There is a good reason for doing it this way . . . it allows one to adjust the space between paragraphs all at once rather than after each paragraph.
Word 2007 also handles automatic numbering and lists much more easily! It’s a delight.
[The remainder of this post is in small print because I’m whispering. ]
I mention this because our administrator just sent me a scathing email about the extreme inconvenience and waste of time I put her to when I failed to format a document correctly and she had to fix it. The numbering scheme wasn’t correct and the left indents were not at the correct location. In my defense, I knew they would need to be fixed, but fixing them was a simple matter of redefining level 1 to be “1.,” level 2 to be “a.,” level 3 to be “(1),” etc., and telling it where to put the indentations for each. Once would do for the whole 36 page production.
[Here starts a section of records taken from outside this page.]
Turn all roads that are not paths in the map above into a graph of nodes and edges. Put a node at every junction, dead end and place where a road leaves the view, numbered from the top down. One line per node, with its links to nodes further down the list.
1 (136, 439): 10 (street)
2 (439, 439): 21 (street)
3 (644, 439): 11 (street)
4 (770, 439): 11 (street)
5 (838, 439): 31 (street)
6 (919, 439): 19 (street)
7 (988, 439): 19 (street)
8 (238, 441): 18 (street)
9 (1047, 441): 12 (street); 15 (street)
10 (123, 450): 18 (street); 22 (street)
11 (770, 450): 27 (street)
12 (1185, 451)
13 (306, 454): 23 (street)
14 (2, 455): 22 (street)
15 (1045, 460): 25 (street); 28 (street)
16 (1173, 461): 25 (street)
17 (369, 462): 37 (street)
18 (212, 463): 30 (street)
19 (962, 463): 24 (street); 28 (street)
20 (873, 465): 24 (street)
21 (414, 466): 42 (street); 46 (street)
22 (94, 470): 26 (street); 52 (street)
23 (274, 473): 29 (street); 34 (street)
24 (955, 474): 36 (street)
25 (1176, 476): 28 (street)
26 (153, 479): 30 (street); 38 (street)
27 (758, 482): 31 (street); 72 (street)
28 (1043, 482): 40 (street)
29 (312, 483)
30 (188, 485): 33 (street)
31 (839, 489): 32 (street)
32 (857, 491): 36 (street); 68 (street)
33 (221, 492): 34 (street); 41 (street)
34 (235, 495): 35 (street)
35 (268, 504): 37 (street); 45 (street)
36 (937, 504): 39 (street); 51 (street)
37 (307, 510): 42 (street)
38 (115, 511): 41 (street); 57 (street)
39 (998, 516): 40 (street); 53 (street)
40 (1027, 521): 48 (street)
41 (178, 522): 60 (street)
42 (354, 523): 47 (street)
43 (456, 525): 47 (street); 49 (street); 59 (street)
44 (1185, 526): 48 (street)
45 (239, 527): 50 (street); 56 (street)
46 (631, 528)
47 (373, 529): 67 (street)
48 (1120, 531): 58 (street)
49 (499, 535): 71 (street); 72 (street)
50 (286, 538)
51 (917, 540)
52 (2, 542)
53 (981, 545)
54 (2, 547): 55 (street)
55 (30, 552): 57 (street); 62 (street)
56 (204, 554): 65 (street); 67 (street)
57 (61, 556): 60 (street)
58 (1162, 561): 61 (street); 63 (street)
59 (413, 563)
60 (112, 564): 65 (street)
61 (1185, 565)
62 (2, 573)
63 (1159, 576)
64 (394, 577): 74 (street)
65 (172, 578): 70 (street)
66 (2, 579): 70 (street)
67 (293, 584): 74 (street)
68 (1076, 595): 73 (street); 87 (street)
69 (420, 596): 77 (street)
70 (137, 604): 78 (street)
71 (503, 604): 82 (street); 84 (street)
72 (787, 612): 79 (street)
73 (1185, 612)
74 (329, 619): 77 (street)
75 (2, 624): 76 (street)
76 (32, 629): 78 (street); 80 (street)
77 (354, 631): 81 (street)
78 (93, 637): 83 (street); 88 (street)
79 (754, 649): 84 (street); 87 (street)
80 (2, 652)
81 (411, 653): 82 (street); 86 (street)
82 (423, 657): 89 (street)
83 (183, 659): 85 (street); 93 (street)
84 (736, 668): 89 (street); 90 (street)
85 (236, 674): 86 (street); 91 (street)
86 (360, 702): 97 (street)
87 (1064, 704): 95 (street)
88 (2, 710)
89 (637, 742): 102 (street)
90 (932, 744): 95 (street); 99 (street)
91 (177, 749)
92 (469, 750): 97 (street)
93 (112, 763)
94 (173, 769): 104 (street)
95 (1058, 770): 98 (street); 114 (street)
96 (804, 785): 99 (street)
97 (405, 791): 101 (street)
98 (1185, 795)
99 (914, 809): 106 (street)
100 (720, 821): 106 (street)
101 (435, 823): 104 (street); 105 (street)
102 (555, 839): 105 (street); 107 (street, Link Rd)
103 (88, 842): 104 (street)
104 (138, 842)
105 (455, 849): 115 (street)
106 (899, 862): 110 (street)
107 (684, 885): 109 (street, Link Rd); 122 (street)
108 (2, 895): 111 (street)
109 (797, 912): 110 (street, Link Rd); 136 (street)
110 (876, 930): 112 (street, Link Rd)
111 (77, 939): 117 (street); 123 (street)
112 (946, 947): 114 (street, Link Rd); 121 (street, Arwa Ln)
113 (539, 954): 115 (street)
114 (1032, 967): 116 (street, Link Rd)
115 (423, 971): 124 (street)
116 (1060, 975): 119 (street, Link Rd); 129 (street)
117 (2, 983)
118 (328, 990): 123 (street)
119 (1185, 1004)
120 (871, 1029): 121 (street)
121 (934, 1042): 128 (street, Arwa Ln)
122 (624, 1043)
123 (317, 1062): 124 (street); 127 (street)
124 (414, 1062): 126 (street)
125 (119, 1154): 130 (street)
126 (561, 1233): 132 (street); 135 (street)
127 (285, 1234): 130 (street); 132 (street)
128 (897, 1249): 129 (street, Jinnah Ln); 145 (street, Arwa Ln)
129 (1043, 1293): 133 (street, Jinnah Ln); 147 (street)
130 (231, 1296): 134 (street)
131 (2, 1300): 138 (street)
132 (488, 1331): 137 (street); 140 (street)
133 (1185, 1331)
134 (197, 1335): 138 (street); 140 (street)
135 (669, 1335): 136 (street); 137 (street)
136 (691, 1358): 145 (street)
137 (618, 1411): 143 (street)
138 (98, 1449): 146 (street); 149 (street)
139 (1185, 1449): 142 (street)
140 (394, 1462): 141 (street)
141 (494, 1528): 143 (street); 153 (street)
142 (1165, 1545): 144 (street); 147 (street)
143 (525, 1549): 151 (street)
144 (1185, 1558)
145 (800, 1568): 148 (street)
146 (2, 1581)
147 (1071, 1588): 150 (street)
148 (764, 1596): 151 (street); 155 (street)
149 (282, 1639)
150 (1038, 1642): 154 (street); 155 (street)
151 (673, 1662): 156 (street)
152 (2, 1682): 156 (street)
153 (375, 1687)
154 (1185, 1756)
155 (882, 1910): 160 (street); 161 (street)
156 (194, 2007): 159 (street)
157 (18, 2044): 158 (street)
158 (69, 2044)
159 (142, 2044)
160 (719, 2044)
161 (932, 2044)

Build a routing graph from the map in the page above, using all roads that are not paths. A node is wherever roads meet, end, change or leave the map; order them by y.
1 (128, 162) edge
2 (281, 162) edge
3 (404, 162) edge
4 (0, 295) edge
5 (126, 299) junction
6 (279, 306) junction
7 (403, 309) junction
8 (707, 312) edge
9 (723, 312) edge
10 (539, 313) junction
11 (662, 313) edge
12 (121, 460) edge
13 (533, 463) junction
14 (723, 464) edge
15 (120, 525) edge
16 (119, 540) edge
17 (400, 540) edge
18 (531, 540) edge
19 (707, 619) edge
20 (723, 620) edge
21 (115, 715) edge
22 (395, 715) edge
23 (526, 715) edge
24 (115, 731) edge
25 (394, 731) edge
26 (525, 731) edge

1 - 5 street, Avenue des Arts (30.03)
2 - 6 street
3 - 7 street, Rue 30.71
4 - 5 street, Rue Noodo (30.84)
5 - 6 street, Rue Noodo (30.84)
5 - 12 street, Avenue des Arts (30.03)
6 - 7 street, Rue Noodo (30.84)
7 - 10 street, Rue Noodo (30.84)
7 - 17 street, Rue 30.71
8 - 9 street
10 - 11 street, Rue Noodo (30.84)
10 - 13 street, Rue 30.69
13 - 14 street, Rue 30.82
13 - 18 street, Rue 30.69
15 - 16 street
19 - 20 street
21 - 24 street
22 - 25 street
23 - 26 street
It hadn’t occurred to me that she would not know this, since she alone got to take the Word 2007 class. Nor had it occurred to me that she would not have come to me and asked if I knew how to fix it, or that she would have attempted to fix a document clearly marked “DRAFT – What do you think so far? I’m still working on this.”
But, neither of those thoughts occurred to me and she did attempt to fix it . . . apparently by turning off auto-everything on a fresh, new document and cutting and pasting or (!!) retyping the entire thing, typing in each 1., 2., a., b., and (1) at the beginning of each line. Just like on a typewriter.
At least it gave her something to do.
And now you can see why I’m not considered management material. I just don’t think far enough ahead.